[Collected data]
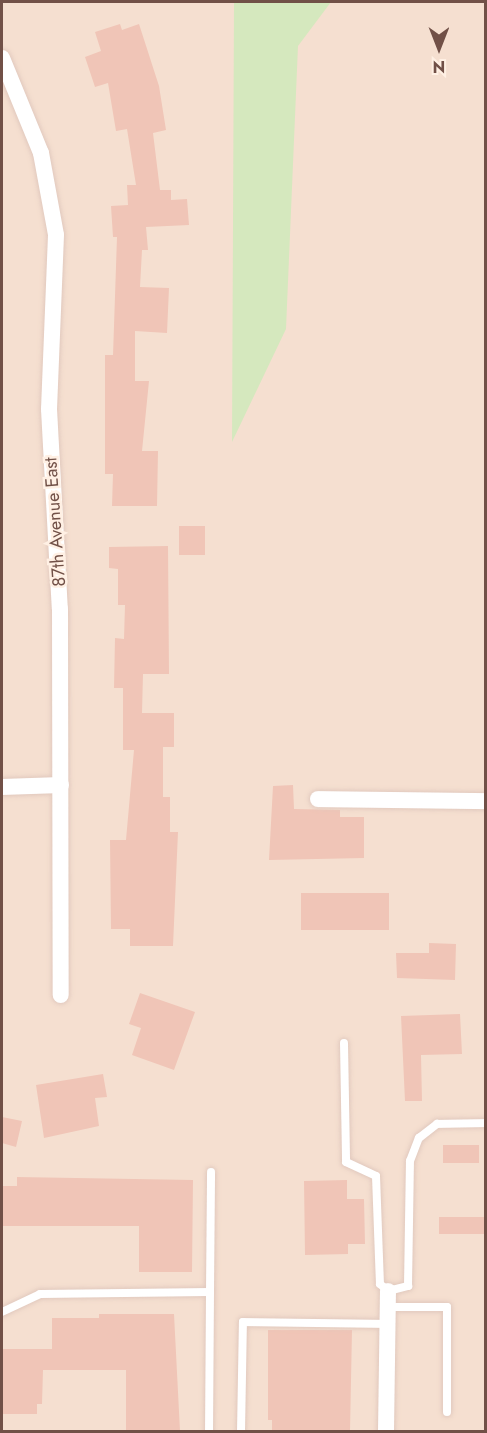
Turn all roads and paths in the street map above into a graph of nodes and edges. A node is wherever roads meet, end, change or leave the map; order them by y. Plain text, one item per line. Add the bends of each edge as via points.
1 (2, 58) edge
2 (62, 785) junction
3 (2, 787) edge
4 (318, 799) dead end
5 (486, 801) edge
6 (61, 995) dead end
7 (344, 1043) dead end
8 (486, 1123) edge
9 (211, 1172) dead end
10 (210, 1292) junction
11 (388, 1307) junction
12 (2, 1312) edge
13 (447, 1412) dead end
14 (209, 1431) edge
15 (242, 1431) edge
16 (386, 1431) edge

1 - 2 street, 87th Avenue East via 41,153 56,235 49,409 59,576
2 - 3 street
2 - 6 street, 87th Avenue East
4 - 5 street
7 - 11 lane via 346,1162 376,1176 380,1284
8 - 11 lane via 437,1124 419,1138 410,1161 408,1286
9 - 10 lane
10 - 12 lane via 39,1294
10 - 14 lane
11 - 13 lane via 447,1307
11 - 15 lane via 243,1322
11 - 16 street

* * *

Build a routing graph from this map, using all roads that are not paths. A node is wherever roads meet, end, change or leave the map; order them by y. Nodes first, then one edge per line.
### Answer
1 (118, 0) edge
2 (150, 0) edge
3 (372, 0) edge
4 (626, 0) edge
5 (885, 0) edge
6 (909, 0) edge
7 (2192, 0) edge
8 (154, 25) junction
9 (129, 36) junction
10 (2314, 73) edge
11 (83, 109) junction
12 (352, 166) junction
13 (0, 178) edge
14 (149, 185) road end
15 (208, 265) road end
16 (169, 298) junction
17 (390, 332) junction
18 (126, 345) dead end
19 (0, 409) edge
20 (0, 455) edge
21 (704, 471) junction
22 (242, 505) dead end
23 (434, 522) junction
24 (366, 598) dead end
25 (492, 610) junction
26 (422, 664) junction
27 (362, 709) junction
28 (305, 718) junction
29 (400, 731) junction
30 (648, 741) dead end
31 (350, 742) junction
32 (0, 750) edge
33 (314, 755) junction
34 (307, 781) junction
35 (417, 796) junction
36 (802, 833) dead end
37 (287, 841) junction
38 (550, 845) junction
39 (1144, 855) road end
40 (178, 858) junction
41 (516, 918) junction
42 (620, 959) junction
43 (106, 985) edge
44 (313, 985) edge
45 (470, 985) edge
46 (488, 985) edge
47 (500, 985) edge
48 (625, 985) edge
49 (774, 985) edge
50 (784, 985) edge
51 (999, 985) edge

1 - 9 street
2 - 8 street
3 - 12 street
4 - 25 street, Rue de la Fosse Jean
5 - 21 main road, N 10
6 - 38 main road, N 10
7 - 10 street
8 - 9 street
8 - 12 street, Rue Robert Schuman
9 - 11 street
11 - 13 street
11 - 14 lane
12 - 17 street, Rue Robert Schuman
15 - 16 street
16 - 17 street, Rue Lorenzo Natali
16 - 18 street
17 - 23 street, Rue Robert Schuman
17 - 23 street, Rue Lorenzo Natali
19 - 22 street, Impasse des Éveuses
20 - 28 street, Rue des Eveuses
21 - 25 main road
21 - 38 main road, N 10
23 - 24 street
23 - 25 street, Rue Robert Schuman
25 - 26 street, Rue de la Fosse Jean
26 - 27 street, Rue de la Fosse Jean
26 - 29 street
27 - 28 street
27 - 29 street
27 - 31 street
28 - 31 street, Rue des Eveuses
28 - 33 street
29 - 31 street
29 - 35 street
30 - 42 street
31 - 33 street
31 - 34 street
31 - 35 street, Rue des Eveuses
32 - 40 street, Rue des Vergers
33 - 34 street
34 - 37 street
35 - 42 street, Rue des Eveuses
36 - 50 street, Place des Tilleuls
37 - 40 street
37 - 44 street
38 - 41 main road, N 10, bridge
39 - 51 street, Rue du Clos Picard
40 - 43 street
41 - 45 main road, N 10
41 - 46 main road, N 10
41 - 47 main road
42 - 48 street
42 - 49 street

--

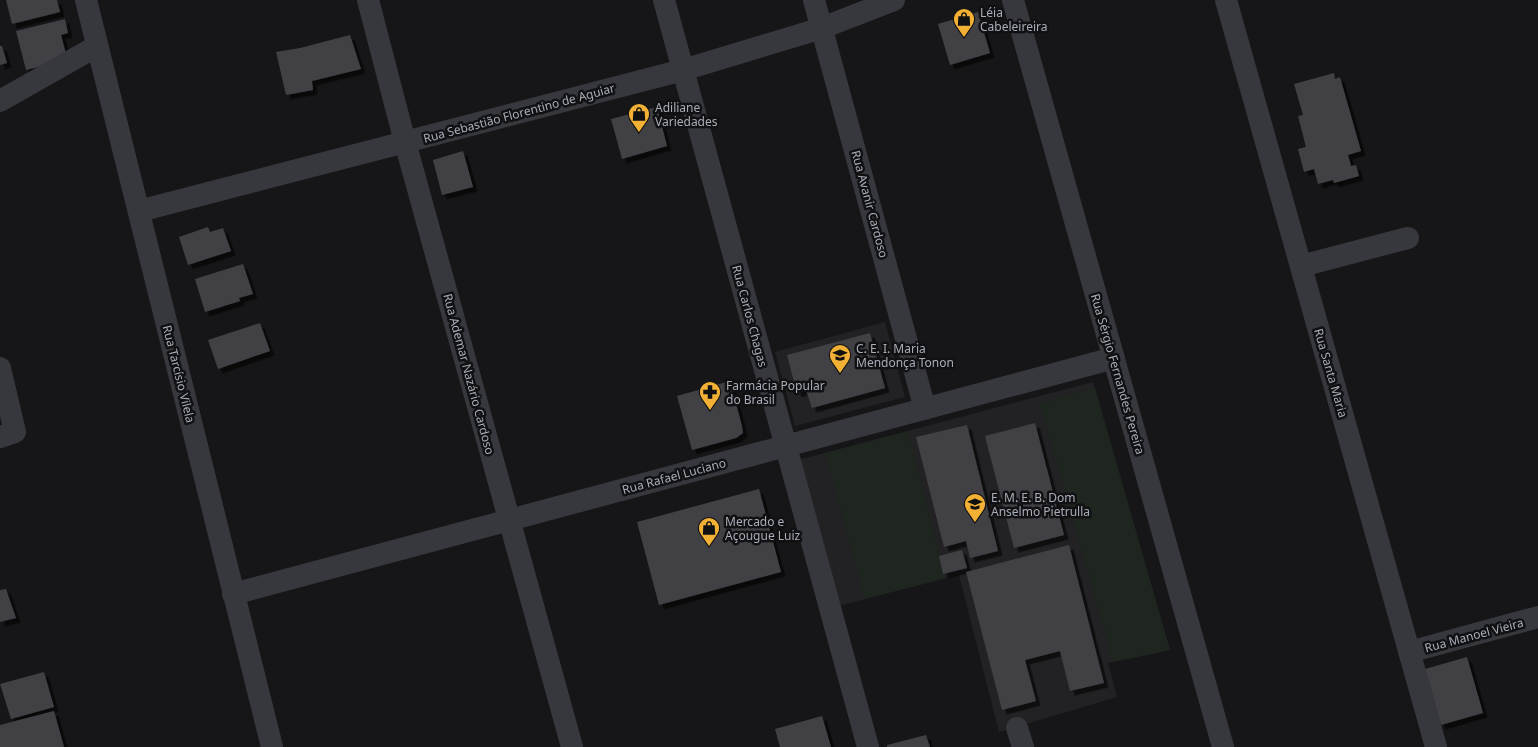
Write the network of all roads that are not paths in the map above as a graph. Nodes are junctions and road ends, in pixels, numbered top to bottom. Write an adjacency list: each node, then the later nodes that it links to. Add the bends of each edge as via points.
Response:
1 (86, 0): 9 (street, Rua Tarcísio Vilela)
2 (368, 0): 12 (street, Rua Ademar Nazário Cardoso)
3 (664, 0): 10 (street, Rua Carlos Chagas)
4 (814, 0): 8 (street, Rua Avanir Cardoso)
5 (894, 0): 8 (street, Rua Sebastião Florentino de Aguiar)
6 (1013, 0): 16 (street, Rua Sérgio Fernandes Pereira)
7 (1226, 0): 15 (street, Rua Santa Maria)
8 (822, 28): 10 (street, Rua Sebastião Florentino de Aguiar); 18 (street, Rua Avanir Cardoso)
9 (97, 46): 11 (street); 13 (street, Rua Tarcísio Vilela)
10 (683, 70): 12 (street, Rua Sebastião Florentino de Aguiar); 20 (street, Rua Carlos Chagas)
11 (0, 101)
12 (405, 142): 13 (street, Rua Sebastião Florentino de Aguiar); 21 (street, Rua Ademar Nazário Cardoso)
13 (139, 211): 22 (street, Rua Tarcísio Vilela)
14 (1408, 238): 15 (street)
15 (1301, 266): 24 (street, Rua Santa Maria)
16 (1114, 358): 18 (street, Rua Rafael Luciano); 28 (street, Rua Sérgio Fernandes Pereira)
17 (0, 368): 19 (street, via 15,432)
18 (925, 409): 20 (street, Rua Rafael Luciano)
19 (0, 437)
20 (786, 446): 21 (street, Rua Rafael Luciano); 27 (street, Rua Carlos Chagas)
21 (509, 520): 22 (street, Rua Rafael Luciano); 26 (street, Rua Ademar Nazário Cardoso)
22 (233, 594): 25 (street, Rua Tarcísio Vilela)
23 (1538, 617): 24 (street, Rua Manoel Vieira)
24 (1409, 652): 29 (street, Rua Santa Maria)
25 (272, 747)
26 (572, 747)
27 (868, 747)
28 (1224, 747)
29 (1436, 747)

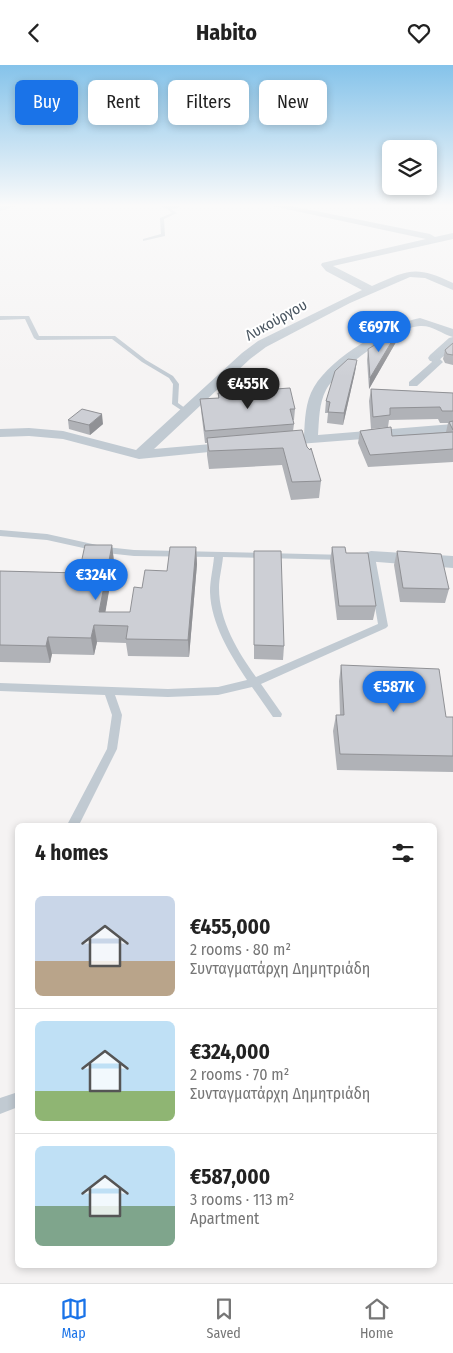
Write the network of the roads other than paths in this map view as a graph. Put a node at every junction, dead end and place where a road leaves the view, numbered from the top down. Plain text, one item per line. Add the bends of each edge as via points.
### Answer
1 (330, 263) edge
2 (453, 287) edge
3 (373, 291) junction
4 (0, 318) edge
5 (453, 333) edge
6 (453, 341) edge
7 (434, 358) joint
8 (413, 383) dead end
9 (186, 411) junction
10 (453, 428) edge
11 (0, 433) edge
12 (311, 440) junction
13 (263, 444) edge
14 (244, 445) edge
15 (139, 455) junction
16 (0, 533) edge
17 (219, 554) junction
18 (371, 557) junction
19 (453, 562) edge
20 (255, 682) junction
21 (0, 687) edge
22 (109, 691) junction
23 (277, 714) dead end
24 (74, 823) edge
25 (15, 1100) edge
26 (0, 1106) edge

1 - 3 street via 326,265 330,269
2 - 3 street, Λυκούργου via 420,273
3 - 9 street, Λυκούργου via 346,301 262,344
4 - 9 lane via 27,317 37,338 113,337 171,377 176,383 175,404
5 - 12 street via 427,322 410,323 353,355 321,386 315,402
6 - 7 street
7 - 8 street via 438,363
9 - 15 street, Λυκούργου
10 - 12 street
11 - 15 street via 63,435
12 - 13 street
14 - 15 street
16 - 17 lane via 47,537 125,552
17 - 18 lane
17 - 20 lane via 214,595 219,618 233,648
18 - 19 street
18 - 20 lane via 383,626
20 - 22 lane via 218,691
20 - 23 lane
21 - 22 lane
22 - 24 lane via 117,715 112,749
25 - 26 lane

ACTION ITEM: Every line that holds the word "then" should be copied from the records above.

RESPONSE:
Build a routing graph from this map, using all roads that are not paths. A node is wherever roads meet, end, change or leave the map; order them by y. Nodes first, then one edge per line.
Write the network of all roads that are not paths in the map above as a graph. Nodes are junctions and road ends, in pixels, numbered top to bottom. Write an adjacency list: each node, then the later nodes that it links to. Add the bends of each edge as via points.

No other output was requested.